Le Zimbabwe a recruté un nouveau bourreau, après sept années de recherches, pour appliquer la peine de mort dans le pays, où 76 personnes attendent leur exécution, a annoncé un haut responsable des prisons.
"En effet, nous avons désormais un bourreau", a déclaré le Commissaire des prisons, Paradzai Zimondi, cité samedi par le quotidien d'Etat The Herald. L'ancien bourreau avait pris sa retraite en 2005. Des publicités avaient régulièrement été publiées par le gouvernement dans la presse, mais les candidats se sont fait attendre.
Sur 16.902 criminels actuellement détenus dans les prisons du Zimbabwe, 76 personnes attendent leur exécution par pendaison, a précisé Paradzai Zimondi.
"Ces personnes doivent encore être exécutées.

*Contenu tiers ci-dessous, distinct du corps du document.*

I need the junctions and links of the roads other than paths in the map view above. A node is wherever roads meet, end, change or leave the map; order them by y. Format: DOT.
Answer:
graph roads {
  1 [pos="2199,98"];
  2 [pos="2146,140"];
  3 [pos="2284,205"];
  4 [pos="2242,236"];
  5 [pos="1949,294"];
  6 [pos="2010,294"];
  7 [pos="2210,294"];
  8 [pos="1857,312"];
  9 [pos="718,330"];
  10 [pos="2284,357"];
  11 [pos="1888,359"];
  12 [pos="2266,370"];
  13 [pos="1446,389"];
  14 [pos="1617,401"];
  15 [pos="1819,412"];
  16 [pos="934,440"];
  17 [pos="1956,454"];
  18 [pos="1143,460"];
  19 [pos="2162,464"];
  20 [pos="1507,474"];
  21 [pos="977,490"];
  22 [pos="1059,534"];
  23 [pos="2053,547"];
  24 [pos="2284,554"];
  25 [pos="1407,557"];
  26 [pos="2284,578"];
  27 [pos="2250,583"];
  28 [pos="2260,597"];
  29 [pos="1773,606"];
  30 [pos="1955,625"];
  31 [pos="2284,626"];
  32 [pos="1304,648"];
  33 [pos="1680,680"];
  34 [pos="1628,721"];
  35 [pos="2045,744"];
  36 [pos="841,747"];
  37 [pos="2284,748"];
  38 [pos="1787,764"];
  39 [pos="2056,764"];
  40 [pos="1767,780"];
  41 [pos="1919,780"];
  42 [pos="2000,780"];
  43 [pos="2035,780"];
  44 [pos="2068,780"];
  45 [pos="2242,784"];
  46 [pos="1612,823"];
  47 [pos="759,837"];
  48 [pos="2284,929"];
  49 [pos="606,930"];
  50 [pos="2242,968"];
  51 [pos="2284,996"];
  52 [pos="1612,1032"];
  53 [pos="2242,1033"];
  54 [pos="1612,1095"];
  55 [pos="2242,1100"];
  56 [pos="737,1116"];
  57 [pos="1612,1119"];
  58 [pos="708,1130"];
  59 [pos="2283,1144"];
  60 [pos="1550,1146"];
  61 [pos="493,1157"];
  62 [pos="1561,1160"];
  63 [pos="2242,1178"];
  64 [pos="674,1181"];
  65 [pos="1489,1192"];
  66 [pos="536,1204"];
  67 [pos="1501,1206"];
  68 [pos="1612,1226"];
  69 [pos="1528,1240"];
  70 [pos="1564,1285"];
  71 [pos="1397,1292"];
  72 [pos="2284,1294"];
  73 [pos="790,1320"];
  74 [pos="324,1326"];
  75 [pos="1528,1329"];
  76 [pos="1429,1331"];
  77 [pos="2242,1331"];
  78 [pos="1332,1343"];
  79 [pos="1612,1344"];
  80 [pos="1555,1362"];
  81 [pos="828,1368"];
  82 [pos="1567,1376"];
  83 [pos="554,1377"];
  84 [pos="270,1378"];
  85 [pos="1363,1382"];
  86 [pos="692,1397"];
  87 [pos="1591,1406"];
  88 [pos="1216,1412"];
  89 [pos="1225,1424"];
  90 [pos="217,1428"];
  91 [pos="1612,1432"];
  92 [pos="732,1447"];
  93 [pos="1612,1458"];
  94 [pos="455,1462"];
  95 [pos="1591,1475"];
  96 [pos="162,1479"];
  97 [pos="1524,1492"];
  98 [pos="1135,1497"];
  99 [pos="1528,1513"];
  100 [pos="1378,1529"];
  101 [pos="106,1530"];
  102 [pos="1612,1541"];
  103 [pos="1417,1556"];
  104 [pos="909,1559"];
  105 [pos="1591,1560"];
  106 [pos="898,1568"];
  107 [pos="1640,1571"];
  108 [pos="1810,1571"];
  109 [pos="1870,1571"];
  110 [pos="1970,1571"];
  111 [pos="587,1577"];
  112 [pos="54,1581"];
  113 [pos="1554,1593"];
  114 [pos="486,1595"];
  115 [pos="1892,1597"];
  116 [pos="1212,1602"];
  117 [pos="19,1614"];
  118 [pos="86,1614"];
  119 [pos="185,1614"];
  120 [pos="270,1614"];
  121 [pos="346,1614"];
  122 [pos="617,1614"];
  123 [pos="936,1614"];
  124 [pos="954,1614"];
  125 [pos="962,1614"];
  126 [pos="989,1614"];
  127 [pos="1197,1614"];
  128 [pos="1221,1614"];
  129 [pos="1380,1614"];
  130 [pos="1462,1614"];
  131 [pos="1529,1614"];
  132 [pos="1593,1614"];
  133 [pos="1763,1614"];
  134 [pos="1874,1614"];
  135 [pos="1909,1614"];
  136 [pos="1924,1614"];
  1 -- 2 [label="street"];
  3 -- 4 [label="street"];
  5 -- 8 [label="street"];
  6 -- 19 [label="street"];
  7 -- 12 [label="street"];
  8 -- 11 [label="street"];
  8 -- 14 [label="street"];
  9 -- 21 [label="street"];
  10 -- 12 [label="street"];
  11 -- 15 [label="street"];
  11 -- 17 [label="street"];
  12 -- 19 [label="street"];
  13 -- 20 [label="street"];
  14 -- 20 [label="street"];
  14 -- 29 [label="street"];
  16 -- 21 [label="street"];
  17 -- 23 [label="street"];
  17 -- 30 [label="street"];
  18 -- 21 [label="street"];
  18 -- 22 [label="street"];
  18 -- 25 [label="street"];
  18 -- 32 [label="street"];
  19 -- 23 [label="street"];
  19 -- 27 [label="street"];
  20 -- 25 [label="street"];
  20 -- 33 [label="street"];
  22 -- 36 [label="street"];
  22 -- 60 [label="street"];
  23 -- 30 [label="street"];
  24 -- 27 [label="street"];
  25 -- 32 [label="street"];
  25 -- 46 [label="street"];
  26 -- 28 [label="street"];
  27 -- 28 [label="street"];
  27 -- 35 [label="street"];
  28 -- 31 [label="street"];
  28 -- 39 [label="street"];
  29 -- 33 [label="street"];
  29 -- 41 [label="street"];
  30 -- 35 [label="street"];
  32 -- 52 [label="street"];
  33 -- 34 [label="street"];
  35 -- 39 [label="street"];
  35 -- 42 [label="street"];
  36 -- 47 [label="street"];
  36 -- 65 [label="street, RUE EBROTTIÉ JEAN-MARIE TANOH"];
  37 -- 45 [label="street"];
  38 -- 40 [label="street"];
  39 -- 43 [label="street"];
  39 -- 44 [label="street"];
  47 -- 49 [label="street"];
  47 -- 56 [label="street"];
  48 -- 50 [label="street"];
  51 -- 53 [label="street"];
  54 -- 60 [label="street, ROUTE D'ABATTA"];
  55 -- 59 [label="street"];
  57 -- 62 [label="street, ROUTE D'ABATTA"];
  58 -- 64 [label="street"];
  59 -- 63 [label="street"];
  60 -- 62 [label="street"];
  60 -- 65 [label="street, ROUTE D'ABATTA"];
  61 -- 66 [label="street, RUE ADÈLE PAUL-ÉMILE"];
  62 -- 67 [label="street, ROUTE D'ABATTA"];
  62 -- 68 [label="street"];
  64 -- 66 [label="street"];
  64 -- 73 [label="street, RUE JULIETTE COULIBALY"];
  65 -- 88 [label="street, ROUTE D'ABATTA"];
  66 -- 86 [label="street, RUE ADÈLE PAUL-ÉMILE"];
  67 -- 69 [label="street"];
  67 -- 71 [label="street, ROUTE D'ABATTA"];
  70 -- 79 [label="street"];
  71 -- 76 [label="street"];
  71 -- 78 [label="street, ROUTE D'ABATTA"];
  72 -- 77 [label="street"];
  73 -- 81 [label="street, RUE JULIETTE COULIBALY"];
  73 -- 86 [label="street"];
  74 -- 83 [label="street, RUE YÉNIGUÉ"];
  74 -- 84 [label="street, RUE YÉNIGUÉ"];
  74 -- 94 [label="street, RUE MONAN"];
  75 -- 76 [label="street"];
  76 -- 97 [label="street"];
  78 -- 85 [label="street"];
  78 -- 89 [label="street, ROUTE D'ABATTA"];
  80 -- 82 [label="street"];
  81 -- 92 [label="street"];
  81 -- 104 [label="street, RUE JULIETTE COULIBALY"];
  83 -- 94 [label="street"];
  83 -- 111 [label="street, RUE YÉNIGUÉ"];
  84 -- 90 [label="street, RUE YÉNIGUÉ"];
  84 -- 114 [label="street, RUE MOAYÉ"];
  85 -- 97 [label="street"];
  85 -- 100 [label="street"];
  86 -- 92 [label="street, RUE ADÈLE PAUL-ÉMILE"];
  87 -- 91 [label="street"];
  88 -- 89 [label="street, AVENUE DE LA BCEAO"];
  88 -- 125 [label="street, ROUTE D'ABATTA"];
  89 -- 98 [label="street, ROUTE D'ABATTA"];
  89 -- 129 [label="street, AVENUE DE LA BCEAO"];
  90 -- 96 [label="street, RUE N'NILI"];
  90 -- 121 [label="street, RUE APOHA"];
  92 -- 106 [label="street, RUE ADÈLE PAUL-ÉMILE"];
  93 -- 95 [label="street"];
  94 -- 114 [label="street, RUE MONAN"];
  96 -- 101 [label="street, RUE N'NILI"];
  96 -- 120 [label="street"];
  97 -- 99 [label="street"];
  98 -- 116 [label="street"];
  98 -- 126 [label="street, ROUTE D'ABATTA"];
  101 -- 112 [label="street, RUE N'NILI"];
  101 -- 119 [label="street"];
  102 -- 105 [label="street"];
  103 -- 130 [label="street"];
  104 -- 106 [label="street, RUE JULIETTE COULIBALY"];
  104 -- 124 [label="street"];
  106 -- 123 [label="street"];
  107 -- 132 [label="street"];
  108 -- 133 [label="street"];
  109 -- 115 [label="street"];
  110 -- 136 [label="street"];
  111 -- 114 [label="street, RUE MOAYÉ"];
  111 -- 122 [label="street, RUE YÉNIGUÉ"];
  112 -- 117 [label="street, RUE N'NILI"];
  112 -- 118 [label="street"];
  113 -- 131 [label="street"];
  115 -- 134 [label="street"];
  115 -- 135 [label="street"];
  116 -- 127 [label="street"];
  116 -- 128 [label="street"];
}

En fait, personne n'a été exécuté depuis douze ans", a-t-il ajouté.
Certains prisonniers ont été condamnés à mort il y a plus de 14 ans mais avaient entamé une procédure d'appel lorsque le précédent bourreau est parti à la retraite. Deux des condamnés sont des femmes, qui pourraient être épargnées si une nouvelle Constitution est adoptée par référendum cette année.
Le projet de nouvelle Constitution supprime la peine capitale pour les femmes ainsi que pour les hommes de moins de 21 ans ou plus de 70 ans.